Se da cuenta de que su madre pudo haberle mentido durante mucho tiempo. Enfadado, coge el móvil y llama a la policía.

Mi nuera me mira con lágrimas en los ojos. Me gustaría calmarla mediante palabras esperanzadoras, pero no se me ocurre nada. Le acaricio el brazo para que sepa que me duele igual que a ella. Se muestra desconcertada ante la absurda situación en la que solo hay una cosa clara: su niña, la razón de su vida, ha desaparecido.

En mis manos tengo la tableta machacada por mi impotencia. Al parecer, me ha ganado la jugada. Me lo imagino en su trono, divirtiéndose siempre a mi costa.

Maldito bastardo desubicado.

Las nuevas tecnologías han roto las barreras que imponía el mundo real. Esa necesidad de llevar la contraria a nuestro creador e intentar imitarlo añadiendo artificios a la vida cotidiana ha tenido consecuencias. Volar, desplazarse a grandes velocidades, conquistar el espacio y estar en muchos sitios a la vez.
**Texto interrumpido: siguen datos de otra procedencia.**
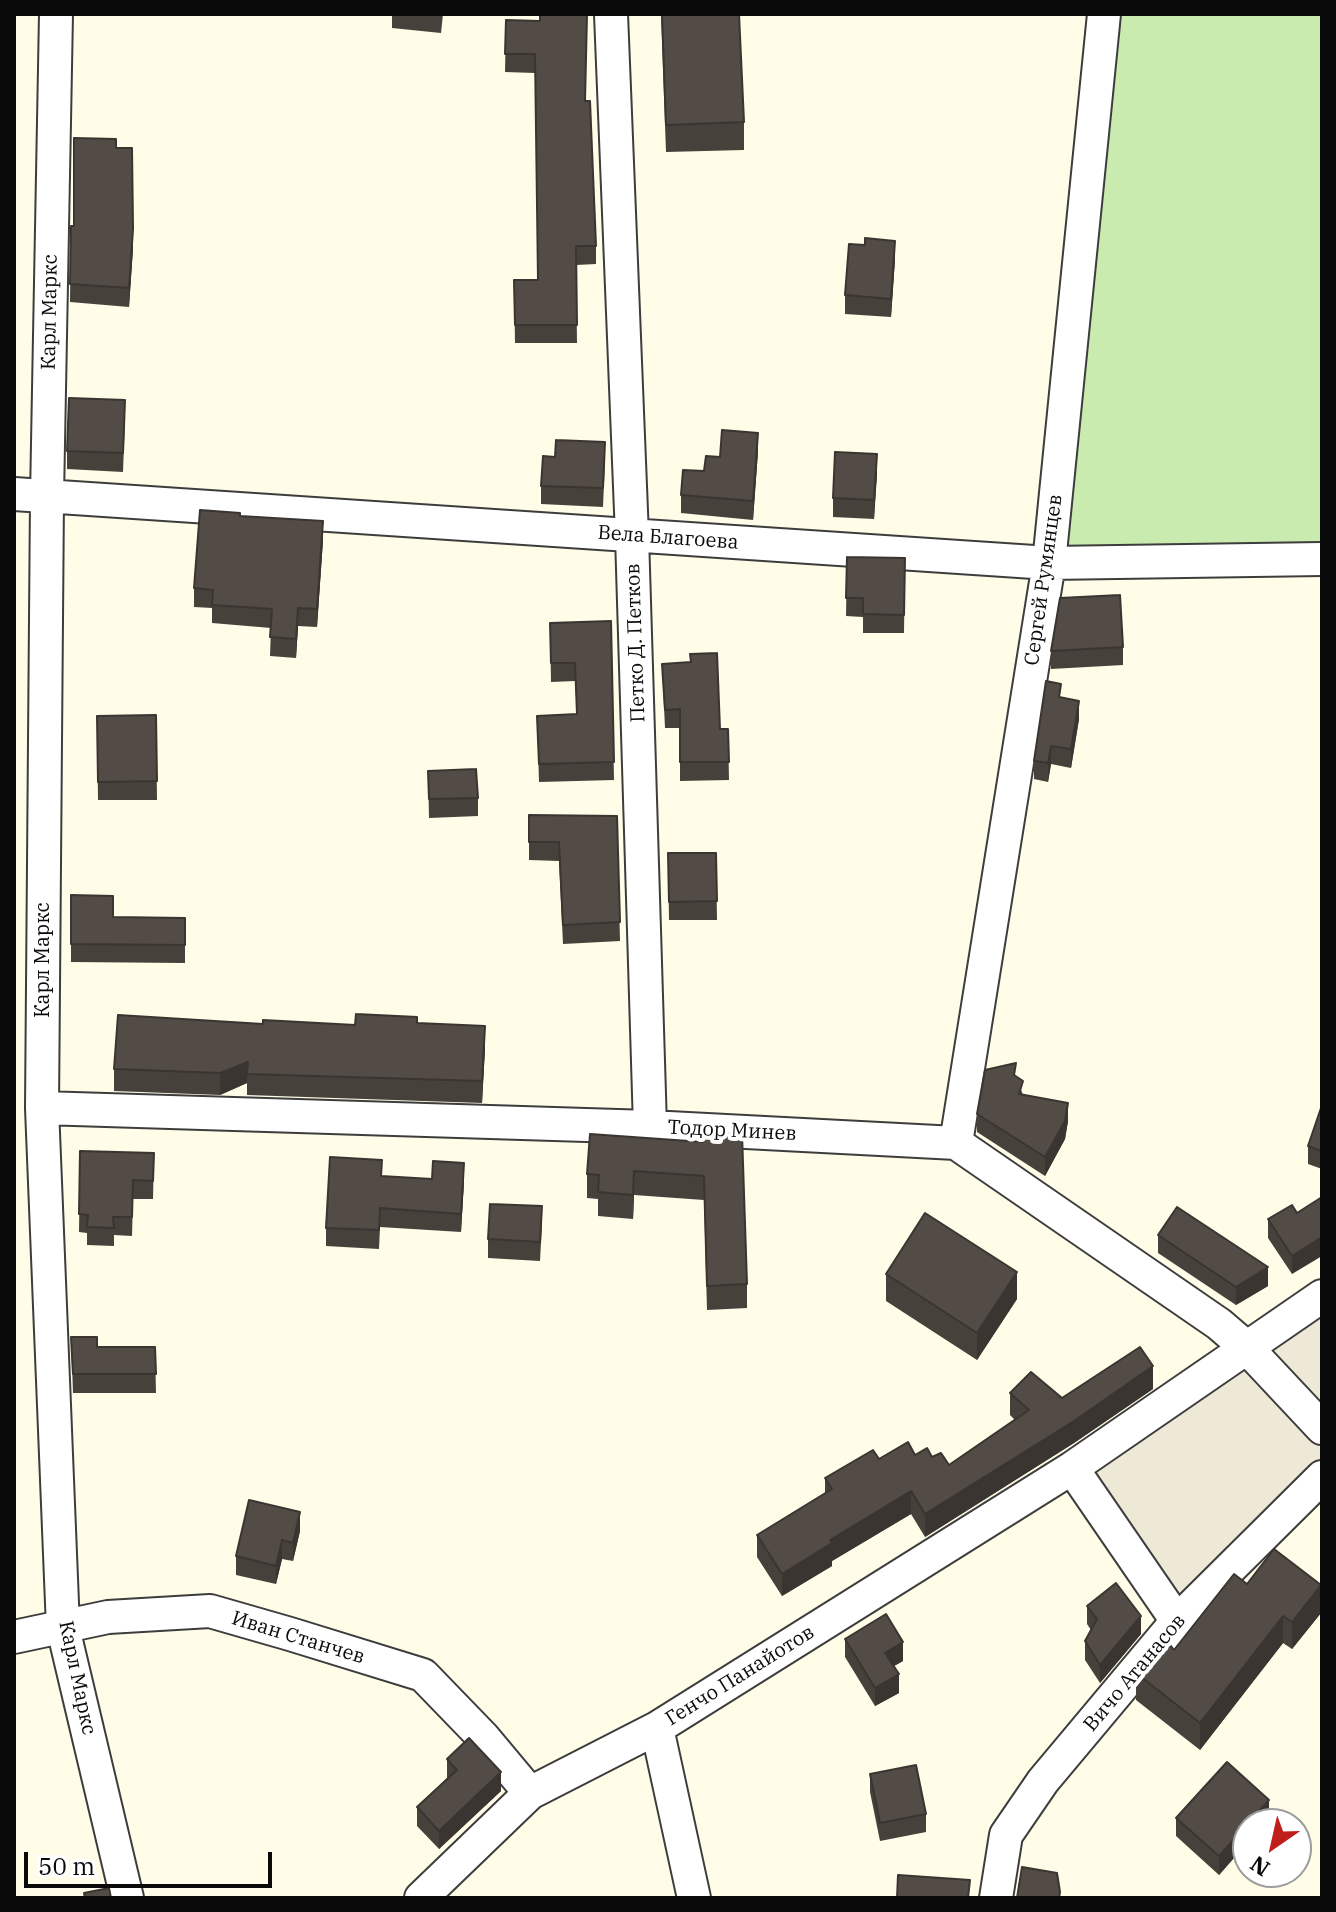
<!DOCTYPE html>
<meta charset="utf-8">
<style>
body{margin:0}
#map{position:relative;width:1336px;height:1912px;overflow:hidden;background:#fffce7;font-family:"IBM Plex Serif",serif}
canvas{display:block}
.frame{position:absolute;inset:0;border:16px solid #0a0a0a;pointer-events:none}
.north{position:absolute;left:1232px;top:1808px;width:80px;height:80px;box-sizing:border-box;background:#fff;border:2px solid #9d9d9d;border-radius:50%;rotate:214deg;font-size:22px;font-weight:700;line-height:32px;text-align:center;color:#0a0a0a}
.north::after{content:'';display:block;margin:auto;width:28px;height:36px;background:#c01e1b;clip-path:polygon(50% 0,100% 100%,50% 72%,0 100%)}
.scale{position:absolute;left:24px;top:1852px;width:248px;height:36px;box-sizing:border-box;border:4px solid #0a0a0a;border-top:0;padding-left:10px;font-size:24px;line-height:28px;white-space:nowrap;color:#0a0a0a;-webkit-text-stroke:6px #fff;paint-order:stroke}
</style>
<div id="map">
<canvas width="1336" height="1912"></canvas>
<div class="frame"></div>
<div class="north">N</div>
<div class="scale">50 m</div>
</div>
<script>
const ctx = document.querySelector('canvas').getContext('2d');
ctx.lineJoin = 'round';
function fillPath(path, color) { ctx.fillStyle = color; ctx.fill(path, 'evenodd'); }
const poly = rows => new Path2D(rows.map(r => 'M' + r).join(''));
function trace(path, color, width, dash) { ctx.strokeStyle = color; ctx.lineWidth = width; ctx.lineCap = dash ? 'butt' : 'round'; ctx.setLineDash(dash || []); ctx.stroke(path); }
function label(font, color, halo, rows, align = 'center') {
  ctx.font = font + ' "IBM Plex Serif",serif'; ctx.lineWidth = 8; ctx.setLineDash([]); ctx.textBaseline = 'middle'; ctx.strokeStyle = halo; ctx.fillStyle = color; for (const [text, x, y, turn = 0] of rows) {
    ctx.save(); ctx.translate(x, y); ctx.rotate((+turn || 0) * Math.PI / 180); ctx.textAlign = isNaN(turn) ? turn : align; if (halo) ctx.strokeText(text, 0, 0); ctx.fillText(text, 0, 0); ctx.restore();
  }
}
fillPath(poly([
 [1104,14,1322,14,1322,559,1049,563]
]), '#caebaf');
fillPath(poly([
 [1322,1296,1322,1477,1177,1621,1072,1468]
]), '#eee9d7');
const minor = poly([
 [56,14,47,497,42,1108,63,1628,127,1898],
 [611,14,632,536,650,1127],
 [14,494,1049,563,1322,559],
 [42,1108,650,1127,956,1143,1219,1324,1247,1348,1322,1428],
 [956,1143,1049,563,1104,14],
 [1072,1468,1177,1621],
 [14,1637,108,1617,210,1611,290,1634,423,1675,484,1738,530,1793],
 [657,1728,694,1898],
 [421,1898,530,1793,657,1728,1072,1468,1322,1296],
 [996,1898,1006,1835,1043,1781,1177,1621,1322,1477]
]);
trace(minor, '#3d3d3d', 36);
trace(minor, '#fff', 32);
fillPath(poly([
 [392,14,443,14,441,33,392,28],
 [661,14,744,122,744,150,666,152],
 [506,20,585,101,596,246,596,264,576,265,577,343,515,343,514,280,538,280,535,73,505,72],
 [116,148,133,248,129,307,70,302,71,226,74,226],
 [895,259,891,317,845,314,845,295],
 [125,419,123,472,67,469,67,451],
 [758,451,753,520,681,513,681,495,720,457],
 [605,460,603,507,541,504,541,486],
 [877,473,874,519,833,517,833,498],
 [240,516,323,540,317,627,298,626,296,658,270,656,271,628,212,623,212,608,194,607,194,588],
 [847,557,905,558,904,633,863,633,863,617,846,616],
 [611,621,614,780,539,782,537,716,577,714,575,681,551,682,550,623],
 [1123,647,1123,665,1051,669,1051,651],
 [662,664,720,729,728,729,729,780,680,781,680,728,665,728],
 [1061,697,1079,719,1071,768,1051,764,1048,782,1034,779,1034,761],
 [156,715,157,800,98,800,97,716],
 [428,771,478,798,478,816,429,818],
 [529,815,617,816,620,941,563,944,559,861,529,860],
 [668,853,716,853,717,920,669,920],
 [71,895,113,917,185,918,185,963,71,962],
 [417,1023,485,1048,482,1103,247,1095,247,1083,220,1095,114,1091,114,1069,263,1024,355,1025],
 [1016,1076,1023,1095,1068,1121,1065,1139,1045,1176,977,1132,977,1114],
 [1322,1105,1322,1169,1308,1164,1308,1146],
 [703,1142,747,1284,747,1308,707,1310,704,1200,634,1195,633,1219,598,1216,598,1199,587,1198,587,1174],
 [80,1151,154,1153,153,1199,133,1199,132,1236,114,1235,114,1246,87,1245,87,1233,79,1232],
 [382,1176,464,1181,461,1232,380,1227,379,1249,326,1246,326,1228],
 [1297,1213,1292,1274,1268,1238,1268,1219],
 [542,1225,540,1261,488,1258,488,1239],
 [1158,1235,1268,1286,1236,1305,1158,1253],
 [886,1274,1017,1299,977,1360,886,1301],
 [71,1337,97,1347,155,1347,156,1393,73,1393],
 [1153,1389,1074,1443,925,1537,911,1514,832,1561,832,1566,782,1596,757,1557,757,1535,825,1493,825,1478,879,1459,915,1455,932,1457,949,1465,1015,1420,1010,1415,1010,1393,1062,1398],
 [300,1531,293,1561,282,1559,276,1584,236,1575,236,1556],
 [1247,1584,1321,1613,1292,1649,1283,1643,1200,1750,1136,1700,1136,1673,1174,1650],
 [1087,1606,1141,1634,1100,1683,1085,1660,1085,1641,1091,1630,1087,1624],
 [845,1639,903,1661,894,1666,899,1693,875,1706,845,1657],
 [447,1759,501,1791,439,1849,417,1826,417,1807,447,1778],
 [870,1774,926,1814,926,1832,880,1841,870,1792],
 [1176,1818,1269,1819,1265,1824,1248,1824,1248,1842,1219,1875,1176,1836]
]), '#47413c');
fillPath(poly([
 [133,229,133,248,129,307,129,288],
 [895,241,895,259,891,317,891,299],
 [758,433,758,451,753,520,753,501],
 [877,454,877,473,874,519,874,500],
 [323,521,323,540,317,627,317,609],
 [298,608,298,626,296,658,296,639],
 [1079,701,1079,719,1071,768,1071,749],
 [1051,746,1051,764,1048,782,1048,763],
 [485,1026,485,1048,482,1103,482,1081],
 [248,1062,247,1083,220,1095,220,1073],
 [1068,1103,1068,1121,1065,1139,1045,1176,1045,1157],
 [464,1163,464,1181,461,1232,461,1214],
 [634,1171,634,1195,633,1219,633,1195],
 [1322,1237,1322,1256,1292,1274,1292,1256],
 [1268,1267,1268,1286,1236,1305,1236,1287],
 [1017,1272,1017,1299,977,1360,977,1333],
 [1153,1366,1153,1389,1074,1443,925,1537,925,1514],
 [911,1491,911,1514,832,1561,832,1566,782,1596,782,1574,830,1540],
 [300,1512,300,1531,293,1561,293,1543],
 [282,1540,282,1559,276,1584,276,1566],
 [1321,1585,1321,1613,1292,1649,1292,1622],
 [1141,1616,1141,1634,1100,1683,1100,1665],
 [1283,1616,1283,1643,1200,1750,1200,1723],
 [903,1642,903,1661,885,1671,885,1653],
 [899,1674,899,1693,875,1706,875,1688],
 [501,1772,501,1791,439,1849,439,1831],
 [1269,1800,1269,1819,1265,1824,1248,1824,1248,1842,1219,1875,1219,1856]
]), '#3a3531');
const building = poly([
 [540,14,587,14,585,101,590,101,596,246,576,246,577,325,515,325,514,280,538,280,535,54,505,54,506,20,540,21,540,14],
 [662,14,739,14,744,122,666,125,662,14],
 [74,138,116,139,116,148,132,148,133,229,129,288,70,284,71,226,74,226,74,138],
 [865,238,895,241,891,299,845,295,849,244,865,245,865,238],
 [69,398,125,400,123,453,67,451,69,398],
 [722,430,758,433,753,501,681,495,683,470,704,471,706,456,720,457,722,430],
 [556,440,605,442,603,488,541,486,543,456,555,457,556,440],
 [835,452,877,454,874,500,833,498,835,452],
 [200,510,240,513,240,516,323,521,317,609,298,608,296,639,270,637,272,609,212,605,213,590,194,588,200,510],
 [847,557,905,558,904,615,863,614,863,598,846,598,847,557],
 [1120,595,1123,647,1051,651,1060,598,1120,595],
 [611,621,614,762,539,764,537,716,577,714,575,663,551,663,550,623,611,621],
 [717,653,720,729,728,729,729,762,680,762,680,709,665,710,662,664,691,662,690,654,717,653],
 [1046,681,1061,684,1059,697,1079,701,1071,749,1051,746,1048,763,1034,761,1046,681],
 [156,715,157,781,98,782,97,716,156,715],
 [476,769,478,798,429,799,428,771,476,769],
 [529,815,617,816,620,922,563,925,559,842,529,842,529,815],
 [668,853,716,853,717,901,669,902,668,853],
 [71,895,113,896,113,917,185,918,185,945,71,944,71,895],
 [356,1014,417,1017,417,1023,485,1026,482,1081,247,1074,248,1062,220,1073,114,1069,118,1015,263,1024,263,1020,355,1025,356,1014],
 [1016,1063,1014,1075,1023,1081,1019,1094,1068,1103,1065,1121,1045,1157,977,1114,985,1070,1016,1063],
 [1322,1105,1322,1151,1308,1146,1322,1105],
 [742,1133,747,1284,707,1286,704,1176,634,1171,633,1195,598,1192,599,1175,587,1174,590,1134,703,1142,703,1134,742,1133],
 [80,1151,154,1153,153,1181,133,1180,132,1217,113,1217,114,1228,87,1227,88,1215,79,1214,80,1151],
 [330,1157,382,1160,381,1176,432,1179,433,1161,464,1163,461,1214,380,1208,379,1230,326,1228,330,1157],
 [1322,1197,1322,1237,1292,1256,1268,1219,1292,1205,1297,1213,1322,1197],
 [490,1204,542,1206,540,1242,488,1239,490,1204],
 [1177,1207,1268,1267,1236,1287,1158,1235,1177,1207],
 [925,1213,1017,1272,977,1333,886,1274,925,1213],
 [71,1337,97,1337,97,1347,155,1347,156,1374,73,1374,71,1337],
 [1140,1347,1153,1366,1074,1421,925,1514,911,1491,830,1540,832,1543,782,1574,757,1535,832,1489,825,1478,873,1450,879,1459,908,1442,915,1455,927,1448,932,1457,941,1453,949,1465,1029,1410,1010,1393,1031,1372,1062,1398,1140,1347],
 [249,1500,300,1512,293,1543,282,1540,276,1566,236,1556,249,1500],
 [1274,1549,1321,1585,1292,1622,1283,1616,1200,1723,1136,1673,1165,1638,1174,1650,1234,1574,1247,1584,1274,1549],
 [1116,1583,1141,1616,1100,1665,1085,1641,1097,1619,1087,1606,1116,1583],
 [886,1614,903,1642,885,1653,899,1674,875,1688,845,1639,886,1614],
 [469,1738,501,1772,439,1831,417,1807,457,1770,447,1759,469,1738],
 [1227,1762,1269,1800,1219,1856,1176,1818,1227,1762],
 [916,1765,926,1814,880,1823,870,1774,916,1765],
 [1022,1867,1057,1873,1060,1892,1059,1898,1017,1898,1022,1867],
 [898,1875,970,1880,968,1898,897,1898,898,1875],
 [109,1888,111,1898,85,1898,84,1893,109,1888]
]);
fillPath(building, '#534c46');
trace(building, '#3a3531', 2);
label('20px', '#0a0a0a', '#fff', [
 ["Карл Маркс",50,312,-89],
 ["Вела Благоева",668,538,4],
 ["Сергей Румянцев",1044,580,-82],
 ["Петко Д. Петков",636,643,-92],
 ["Карл Маркс",43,960,-90],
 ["Тодор Минев",732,1131,3],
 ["Иван Станчев",298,1638,17],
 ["Вичо Атанасов",1135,1673,-50],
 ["Генчо Панайотов",740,1676,-32],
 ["Карл Маркс",77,1678,78]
]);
</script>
Con estos artilugios y las videoconferencias, recreamos el milagro de la bilocación, incluso lo superamos.

Después de nuestra fatídica excursión, mis dos amigos y yo nos dedicamos a estudiar la historia y la mitología celta. Gracias a los textos de clérigos irlandeses, me sumergí en su cultura. Descubrí un enclave justo aquí, en Santoña. Esta tierra está bajo la protección de Taranis, el dios del trueno, y se trata de un lugar prohibido para cualquier otro poder. Hasta la llegada de la era digital. Seguro que ese malnacido de Manannán la ha aprovechado.

El escenario en el que nos encontramos es inédito. No hay información sobre el tema. Tengo aceite de arce para luchar contra él; untándolo en armas antiguas, puede ser letal para los humanos y detener a los inmortales. Con los conjuros y amuletos no sé qué hacer. Siento que escribo páginas nuevas de la historia.

Mandé a varios empleados a que buscasen la cueva, pero había desaparecido. Hubo temblores horas después del suceso de aquel verano. Parte del fondo marino cambió por completo.

Estoy demasiado cansado para pensar en una solución.

La policía ha llegado. Peinan la zona. Cuando Saúl conversa con el agente al cargo, obvia el momento en el que yo entré en la habitación con el hacha en la mano.

Salgo al jardín, necesito respirar aire fresco.

Se me acercan.

—Señor Ansón, ¿hay alguien que esté en desacuerdo con sus negocios?

De sobra es conocido el emporio Ansón en toda la comarca. Un secuestro por parte de algún empleado descontento es una de las posibles causas de la desaparición.

—No. —Miro a mi hijo y trato de que dé crédito a mis palabras—. Esto no lo ha hecho nadie que haya trabajado conmigo.

—¿Se le ocurre quién ha podido ser? ¿Alguien de la competencia?

—Mi nieta se ha desvanecido delante de mis ojos. Nadie es capaz de hacer eso.

—¿Y qué piensa que ha ocurrido? —pregunta con tono condescendiente tras varios segundos estudiándome.

—Ha sido un ser muy poderoso. —Cojo aire—. Manannán.

—Papá, no sigas con eso.

—¡Es la verdad!

—¡No, son tus locuras! No quiero que pierdan el tiempo en chorradas.

—Hola, Miguel. —Juan aparece por detrás de nosotros.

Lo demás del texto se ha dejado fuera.